Drawing a huge amount of tiles.
Thats should be not a problem in 2D game. That is just becomes from your framework core.
1 question: Why your framework lack of this?
J0K8ZW4.png

And other question - Why UIWidget has those implementation? UIManager - behaves itself like scene...

Imho, there is big TODO for refactoring. There should be dedicated Orthogonal Camera and also Scene. On my vision (maybe it's wrong, but i never seen other implementation) UI - is a Drawable component, that can hold controls. No less, no more. Those structure should be more obivious and less complex. i.e. there should be a Scene, where you attach UI Elements, Entities, Camera and etc for drawing. That makes much more easy to operate them all. For example, Camera calcs our proj. matrix (Rectangle) but NOT in Draw Loop.
On draw loop, you should just got results of our camera work. Also, Draw != Update. That is bad idea make them all in one loop. That is dramatically reduce our perfomance...

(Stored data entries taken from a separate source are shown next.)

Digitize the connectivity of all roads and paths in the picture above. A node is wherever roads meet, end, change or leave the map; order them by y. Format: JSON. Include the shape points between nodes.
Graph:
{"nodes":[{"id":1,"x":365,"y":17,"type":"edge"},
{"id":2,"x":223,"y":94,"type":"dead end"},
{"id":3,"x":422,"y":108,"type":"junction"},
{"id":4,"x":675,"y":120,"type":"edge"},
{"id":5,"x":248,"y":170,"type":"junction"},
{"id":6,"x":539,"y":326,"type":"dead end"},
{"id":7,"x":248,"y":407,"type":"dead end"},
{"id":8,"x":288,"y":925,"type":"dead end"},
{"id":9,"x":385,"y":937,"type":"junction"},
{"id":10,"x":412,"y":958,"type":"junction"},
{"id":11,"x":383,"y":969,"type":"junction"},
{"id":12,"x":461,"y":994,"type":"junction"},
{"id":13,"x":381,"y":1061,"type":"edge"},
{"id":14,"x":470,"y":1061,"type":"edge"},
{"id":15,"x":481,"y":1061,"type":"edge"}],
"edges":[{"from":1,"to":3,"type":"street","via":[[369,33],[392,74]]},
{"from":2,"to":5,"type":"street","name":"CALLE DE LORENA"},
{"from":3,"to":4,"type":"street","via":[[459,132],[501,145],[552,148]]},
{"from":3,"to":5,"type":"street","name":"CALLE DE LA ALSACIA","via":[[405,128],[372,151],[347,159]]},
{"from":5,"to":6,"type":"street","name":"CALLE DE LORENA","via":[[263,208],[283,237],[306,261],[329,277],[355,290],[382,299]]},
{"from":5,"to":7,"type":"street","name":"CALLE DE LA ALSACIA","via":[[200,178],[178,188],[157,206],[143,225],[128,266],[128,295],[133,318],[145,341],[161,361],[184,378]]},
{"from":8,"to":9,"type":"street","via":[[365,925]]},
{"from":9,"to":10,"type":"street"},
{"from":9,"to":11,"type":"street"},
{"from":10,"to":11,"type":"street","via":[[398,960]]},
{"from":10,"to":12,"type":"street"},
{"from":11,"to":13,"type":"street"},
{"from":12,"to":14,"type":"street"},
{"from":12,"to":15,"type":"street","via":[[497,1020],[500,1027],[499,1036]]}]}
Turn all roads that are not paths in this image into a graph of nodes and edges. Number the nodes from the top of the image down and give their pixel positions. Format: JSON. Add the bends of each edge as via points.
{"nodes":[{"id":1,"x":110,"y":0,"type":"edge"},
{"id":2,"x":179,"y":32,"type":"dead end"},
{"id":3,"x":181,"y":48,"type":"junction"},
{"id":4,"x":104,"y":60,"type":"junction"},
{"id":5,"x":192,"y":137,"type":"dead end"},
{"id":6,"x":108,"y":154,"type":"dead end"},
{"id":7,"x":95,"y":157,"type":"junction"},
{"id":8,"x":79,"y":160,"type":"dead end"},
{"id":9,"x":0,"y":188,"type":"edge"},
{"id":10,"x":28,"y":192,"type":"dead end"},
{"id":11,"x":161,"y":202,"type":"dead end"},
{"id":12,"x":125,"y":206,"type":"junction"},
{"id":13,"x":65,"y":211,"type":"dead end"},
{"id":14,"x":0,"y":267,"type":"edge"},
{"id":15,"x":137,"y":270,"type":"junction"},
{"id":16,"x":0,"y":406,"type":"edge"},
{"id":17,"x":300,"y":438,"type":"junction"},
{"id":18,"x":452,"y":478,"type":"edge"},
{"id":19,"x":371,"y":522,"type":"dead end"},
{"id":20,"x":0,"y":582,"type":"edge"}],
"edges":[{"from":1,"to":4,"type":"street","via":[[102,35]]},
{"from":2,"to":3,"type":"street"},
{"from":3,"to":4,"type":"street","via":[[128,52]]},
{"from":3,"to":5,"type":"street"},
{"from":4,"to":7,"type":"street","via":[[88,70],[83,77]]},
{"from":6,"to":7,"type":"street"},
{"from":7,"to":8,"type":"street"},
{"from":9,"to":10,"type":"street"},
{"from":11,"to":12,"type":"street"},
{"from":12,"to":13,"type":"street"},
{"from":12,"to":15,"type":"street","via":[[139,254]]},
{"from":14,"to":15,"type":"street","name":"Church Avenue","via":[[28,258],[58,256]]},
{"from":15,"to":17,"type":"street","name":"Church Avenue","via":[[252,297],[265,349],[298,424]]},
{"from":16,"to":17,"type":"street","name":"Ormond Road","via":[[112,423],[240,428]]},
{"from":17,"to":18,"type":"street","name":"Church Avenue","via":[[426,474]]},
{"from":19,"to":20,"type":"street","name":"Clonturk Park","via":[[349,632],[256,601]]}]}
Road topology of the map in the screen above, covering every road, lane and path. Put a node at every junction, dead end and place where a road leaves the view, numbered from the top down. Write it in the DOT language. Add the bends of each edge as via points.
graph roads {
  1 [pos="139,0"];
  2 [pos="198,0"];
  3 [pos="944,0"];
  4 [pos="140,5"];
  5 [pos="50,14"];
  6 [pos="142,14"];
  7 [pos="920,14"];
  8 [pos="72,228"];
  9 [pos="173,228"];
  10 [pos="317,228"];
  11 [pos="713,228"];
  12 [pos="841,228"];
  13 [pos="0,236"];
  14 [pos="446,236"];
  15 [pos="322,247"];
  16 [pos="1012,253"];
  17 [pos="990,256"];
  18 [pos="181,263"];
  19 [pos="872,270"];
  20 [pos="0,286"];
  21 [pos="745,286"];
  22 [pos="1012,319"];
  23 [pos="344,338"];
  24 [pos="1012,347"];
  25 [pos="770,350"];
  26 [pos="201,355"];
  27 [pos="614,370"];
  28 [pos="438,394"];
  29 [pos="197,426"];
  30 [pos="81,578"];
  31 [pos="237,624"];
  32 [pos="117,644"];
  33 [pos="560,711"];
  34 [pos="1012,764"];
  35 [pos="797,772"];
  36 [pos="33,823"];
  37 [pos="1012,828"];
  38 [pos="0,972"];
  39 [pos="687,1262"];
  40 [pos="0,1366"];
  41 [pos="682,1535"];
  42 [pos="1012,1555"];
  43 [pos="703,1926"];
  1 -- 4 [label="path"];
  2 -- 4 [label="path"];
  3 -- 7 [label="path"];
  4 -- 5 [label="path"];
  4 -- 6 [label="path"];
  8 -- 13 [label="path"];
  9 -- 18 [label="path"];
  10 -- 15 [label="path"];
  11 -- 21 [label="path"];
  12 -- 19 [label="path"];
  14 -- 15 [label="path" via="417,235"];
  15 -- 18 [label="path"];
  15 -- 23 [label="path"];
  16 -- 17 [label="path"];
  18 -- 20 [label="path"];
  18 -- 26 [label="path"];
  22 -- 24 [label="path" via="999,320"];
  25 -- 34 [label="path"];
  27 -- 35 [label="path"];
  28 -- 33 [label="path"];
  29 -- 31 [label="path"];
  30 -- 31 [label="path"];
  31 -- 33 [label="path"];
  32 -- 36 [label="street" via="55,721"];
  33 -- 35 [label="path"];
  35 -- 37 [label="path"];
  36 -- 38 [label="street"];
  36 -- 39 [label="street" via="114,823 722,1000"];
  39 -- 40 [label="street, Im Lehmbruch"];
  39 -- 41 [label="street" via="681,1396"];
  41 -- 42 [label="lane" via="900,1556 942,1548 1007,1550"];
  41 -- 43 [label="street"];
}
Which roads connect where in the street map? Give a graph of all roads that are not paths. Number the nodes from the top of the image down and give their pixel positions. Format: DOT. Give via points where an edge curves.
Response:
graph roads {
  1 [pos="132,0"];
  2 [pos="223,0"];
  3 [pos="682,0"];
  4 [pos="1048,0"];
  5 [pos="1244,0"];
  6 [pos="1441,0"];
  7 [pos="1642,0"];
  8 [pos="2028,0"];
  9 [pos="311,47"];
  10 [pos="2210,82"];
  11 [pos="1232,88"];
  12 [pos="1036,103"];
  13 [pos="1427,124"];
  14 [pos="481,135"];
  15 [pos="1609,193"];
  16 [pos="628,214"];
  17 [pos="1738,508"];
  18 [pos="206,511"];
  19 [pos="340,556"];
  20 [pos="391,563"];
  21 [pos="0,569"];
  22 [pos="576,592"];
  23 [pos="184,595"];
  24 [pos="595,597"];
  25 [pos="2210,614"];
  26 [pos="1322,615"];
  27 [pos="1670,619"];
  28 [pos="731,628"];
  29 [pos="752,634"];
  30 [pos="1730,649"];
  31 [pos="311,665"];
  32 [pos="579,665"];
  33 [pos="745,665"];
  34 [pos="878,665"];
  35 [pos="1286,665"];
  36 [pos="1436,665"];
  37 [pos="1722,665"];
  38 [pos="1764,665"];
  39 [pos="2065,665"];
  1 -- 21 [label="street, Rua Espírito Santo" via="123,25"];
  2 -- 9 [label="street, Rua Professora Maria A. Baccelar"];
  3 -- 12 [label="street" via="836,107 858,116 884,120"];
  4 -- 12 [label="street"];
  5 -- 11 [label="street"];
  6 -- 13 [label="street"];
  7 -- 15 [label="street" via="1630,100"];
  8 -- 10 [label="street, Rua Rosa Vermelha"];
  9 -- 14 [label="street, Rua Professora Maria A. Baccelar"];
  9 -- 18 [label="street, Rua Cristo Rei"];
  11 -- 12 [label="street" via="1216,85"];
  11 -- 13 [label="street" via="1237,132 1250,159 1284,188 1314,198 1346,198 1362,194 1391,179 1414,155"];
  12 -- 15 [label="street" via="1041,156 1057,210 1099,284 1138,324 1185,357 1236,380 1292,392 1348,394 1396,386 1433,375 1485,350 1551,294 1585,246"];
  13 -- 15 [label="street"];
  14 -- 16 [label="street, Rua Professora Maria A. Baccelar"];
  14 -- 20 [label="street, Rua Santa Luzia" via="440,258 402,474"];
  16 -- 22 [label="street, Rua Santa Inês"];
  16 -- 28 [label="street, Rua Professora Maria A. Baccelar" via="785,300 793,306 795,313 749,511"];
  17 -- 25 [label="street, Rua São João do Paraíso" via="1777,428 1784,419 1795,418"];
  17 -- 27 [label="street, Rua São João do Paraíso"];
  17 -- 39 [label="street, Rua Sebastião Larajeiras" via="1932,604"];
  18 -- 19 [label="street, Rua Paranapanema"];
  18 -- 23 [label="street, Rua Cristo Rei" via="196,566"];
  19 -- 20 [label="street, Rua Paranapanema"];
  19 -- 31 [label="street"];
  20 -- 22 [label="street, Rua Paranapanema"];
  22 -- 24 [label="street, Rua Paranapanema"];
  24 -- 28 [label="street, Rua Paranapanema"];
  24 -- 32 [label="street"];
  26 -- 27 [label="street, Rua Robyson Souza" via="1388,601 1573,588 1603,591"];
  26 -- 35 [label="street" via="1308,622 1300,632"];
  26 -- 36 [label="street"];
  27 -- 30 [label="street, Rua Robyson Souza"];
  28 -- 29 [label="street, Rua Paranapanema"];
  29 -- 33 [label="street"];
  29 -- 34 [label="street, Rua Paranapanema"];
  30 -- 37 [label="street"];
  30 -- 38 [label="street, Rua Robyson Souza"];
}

Finally, OTClient has a bad architect solutions for framework on Draw/Platform code (and partially UIWidget) and Client part of code problems hardly inspired on bad architecture solutions in framework itself (but sprites & texture atlases is another story)... Thats why i am going to make my own framework part of code, and probably i will make a github repo, with some pull-requests into OTClient in future ;)

252 or 165 - no matter at all. Summary possible there is maybe near 3000-5000 drawable objects max. Hmm well, for 2.5D game it's should not be a problem to draw 5000 objects on screen. (that is not a same as draw 5k 3D models with ~1k polygons + Specular, Occlusion, Normal etc. textures with over9000 post-processing effects, right?)
Just as point of interest (really interesting for developers):
The Road to One Million Draws

best regards.:)

Lights
Lights was not implemented as shaders (aka per pixel lightning) because old graphics cards (there is a lot of players with old machines) doesn't support them. Of course with shaders would have the best implementation in terms of performance and appearance.

Sprite Batch
Batching is the hole grail to graphics optimization, there more you can batch the better. However is not easy to batch in tibia without a texture atlas, the tile ordering rendering is kinda complex and if you batch repeated sprites in different tiles you end up with rendering glitches, because there is a specific rule order for drawing tiles and its objects. If you had a texture atlas of sprites batching would be much simpler to do, because you would be able to render different objects in the same single batch, this way you wouldn't break the drawing order rule.

You might think that in 3D you can batch without taking care of the drawing order, that's because in 3D you have a depth buffer (z buffer) with depth testing, so when you can batch objects that are behind another ones with ease. But what if we added depth buffer to otclient? When you add depth buffer you gain another problem, translucent objects (alpha bending) will bug, unless you draw in the correct order (what is behind the translucent object first), so you would have to draw in the correct order or not allow translucent objects. But every sprite with alpha values needs alpha blending because of the 100% transparent borders, unless you use Alpha Testing, however alpha testing is deprecated in newer OpenGL (unless if you use a fragment shader with discard command, but that command slows down a lot the rendering)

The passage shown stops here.